** Opening Listed entries block **
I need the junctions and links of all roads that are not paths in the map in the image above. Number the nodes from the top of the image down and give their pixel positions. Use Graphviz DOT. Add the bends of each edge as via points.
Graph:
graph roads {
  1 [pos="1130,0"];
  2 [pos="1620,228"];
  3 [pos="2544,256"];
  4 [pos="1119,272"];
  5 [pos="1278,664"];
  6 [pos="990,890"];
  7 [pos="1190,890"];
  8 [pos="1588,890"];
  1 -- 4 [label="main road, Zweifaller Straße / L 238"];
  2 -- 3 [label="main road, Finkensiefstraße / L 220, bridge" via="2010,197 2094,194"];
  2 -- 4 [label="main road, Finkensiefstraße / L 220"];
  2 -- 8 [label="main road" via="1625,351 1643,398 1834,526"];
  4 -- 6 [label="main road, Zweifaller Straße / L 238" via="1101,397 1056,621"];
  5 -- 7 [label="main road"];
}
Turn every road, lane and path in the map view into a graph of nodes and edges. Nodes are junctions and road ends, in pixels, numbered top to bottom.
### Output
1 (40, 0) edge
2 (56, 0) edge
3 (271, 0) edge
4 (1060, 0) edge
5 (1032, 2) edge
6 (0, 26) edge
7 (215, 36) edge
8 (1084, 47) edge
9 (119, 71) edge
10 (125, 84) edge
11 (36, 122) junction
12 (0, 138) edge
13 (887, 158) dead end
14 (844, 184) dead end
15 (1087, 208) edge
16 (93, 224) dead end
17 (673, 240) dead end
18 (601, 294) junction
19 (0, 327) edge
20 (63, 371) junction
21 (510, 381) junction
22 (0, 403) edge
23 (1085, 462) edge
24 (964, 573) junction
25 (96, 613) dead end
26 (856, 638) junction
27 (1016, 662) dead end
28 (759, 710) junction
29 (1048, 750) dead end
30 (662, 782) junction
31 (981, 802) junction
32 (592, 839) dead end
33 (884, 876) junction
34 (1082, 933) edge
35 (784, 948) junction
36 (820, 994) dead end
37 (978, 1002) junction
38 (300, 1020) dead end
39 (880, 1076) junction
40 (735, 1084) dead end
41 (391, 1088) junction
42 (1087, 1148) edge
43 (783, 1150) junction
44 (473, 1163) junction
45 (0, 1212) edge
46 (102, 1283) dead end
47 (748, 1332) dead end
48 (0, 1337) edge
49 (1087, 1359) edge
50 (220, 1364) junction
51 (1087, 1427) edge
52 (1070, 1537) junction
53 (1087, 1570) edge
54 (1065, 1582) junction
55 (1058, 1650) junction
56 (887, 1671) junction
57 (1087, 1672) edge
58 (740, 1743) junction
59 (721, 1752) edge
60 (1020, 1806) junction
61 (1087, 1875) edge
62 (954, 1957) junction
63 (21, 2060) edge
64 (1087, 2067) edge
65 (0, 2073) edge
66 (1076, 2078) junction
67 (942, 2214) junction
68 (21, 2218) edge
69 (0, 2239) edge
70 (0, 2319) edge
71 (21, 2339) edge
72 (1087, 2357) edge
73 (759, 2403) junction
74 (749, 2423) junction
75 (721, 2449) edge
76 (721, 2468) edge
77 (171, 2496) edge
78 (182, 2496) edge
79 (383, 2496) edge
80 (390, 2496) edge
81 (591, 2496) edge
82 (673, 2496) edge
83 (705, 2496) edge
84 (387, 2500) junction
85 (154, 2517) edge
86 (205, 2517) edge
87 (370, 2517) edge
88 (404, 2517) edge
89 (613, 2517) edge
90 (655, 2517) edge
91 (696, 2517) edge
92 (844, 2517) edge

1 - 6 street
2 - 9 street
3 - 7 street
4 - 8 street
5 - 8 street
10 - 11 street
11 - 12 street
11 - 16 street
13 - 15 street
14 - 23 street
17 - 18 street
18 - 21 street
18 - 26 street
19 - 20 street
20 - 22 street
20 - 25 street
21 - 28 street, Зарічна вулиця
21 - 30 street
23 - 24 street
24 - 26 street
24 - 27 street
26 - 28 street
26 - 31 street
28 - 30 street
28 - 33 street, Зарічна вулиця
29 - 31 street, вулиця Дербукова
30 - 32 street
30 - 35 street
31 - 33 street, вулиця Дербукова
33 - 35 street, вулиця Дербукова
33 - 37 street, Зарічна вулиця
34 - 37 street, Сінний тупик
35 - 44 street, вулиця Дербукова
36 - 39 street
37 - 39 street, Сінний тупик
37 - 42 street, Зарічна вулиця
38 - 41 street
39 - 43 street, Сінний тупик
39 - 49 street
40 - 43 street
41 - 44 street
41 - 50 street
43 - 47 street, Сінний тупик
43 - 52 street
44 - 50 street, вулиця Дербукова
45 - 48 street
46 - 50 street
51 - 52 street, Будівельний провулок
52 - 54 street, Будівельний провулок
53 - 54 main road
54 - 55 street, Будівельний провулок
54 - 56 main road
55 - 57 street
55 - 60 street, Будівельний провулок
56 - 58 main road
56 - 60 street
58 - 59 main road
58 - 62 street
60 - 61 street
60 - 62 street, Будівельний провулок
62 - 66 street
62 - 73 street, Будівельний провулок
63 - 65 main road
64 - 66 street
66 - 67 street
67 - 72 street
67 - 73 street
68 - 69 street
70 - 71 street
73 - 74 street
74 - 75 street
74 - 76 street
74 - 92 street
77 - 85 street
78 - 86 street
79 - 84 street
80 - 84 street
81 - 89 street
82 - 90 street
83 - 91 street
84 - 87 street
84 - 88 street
** Closing Listed entries block **
Show each line of the listing that holds the string "Дербукова".

29 - 31 street, вулиця Дербукова
31 - 33 street, вулиця Дербукова
33 - 35 street, вулиця Дербукова
35 - 44 street, вулиця Дербукова
44 - 50 street, вулиця Дербукова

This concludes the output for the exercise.